BACKGROUND: Among various experimental therapies for glioblastoma is the use of oncolytic viruses that specifically target and destroy cancer cells. Parvovirus H-1 (H-1PV), an apathogenic oncolytic rodent DNA virus, is tested in a phase 1/2a trial in patients with recurrent glioblastoma (ParvOryx01 trial, clinical trial identifier NCT01301430). Here we report on a series of 6 patients previously treated in the ParvOryx01 trial who received at another recurrence an additional local dose of H-1PV based on a compassionate use (CU) agreement. METHODS: 6 patients (all male, age 51 to 71 years) developed another tumor recurrence between 4 and 12,6 months (mean: 7,8 months) after treatment with H1PV in the ParvOryx01 trial. All 6 patients underwent tumor resection and injection of 5x108 plaque forming units (pfu) of H-1PV, followed by chemotherapy (n = 1), bevacicumab (n = 5) or no treatment (n = 1). The CU-virus dose was provided by the sponsor (Oryx GmbH&Co KG, Baldham, Germany) on a humanitarian basis. RESULTS: The censored mean survival of all 6 patients at second or third recurrence of GBM after compassionate use of H-1PV was 14,7 months (9 to 26 months). 3 of 6 patients are still alive 9,11 and 26 months after CU. Of 5 patients treated with bevacicumab after CU, 3 showed striking remissions of another tumor recurrence and the censored mean survival for this subgroup is 15,4 months. CU of H-1PV was tolerated without side effects.

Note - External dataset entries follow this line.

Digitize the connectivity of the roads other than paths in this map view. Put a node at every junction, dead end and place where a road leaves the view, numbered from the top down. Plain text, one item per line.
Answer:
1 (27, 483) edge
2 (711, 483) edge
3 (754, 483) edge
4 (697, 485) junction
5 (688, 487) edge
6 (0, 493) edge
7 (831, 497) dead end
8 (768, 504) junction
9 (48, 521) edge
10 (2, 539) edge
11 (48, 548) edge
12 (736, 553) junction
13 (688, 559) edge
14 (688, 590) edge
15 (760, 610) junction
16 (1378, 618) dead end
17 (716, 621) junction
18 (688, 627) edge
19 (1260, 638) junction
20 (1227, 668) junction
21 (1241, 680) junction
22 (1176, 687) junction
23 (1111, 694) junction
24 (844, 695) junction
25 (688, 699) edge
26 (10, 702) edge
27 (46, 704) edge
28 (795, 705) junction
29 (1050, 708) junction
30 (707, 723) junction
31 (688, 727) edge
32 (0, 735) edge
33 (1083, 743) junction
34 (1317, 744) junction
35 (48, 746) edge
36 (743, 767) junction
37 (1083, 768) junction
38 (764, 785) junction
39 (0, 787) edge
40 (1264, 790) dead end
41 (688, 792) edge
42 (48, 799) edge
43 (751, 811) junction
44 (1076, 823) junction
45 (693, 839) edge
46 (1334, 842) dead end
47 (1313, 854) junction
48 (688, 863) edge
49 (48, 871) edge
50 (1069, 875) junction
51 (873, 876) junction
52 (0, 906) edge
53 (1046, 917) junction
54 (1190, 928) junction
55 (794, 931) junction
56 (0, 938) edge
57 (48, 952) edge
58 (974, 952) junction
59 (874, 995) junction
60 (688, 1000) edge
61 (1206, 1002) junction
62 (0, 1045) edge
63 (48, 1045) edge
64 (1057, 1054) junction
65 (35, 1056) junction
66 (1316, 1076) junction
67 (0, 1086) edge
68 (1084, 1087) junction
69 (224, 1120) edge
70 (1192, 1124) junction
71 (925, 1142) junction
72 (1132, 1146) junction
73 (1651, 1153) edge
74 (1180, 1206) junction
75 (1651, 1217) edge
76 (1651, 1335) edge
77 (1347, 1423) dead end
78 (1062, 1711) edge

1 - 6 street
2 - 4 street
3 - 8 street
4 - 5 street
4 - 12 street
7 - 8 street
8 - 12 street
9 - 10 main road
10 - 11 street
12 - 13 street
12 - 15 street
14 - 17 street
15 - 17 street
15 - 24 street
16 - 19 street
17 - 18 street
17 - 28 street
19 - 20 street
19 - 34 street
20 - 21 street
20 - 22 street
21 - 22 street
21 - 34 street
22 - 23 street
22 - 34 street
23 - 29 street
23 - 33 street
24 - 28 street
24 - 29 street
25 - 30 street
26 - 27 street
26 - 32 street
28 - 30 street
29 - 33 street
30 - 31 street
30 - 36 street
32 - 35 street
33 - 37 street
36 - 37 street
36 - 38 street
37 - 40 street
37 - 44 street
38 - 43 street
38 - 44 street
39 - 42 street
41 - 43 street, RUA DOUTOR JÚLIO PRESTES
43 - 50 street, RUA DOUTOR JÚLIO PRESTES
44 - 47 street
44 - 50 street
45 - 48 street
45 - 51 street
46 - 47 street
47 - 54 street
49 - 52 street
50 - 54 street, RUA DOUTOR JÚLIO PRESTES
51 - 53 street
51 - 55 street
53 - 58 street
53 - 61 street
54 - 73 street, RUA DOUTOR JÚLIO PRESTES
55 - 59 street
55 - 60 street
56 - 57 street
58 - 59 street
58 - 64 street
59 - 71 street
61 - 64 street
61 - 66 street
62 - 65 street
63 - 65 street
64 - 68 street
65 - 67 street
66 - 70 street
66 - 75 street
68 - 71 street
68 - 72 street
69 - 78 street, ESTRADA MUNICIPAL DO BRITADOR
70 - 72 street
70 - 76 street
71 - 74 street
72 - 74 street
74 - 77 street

CONCLUSIONS: Repeated injection of H-1PV as compassionate use treatment in combination with bevacicumab led to longer survival times in patients at second or third recurrence of GBM compared to previous study treatment. This clinical data points to a synergistic effect of bevacicumab and H-1PV in the treatment of malignant gliomas.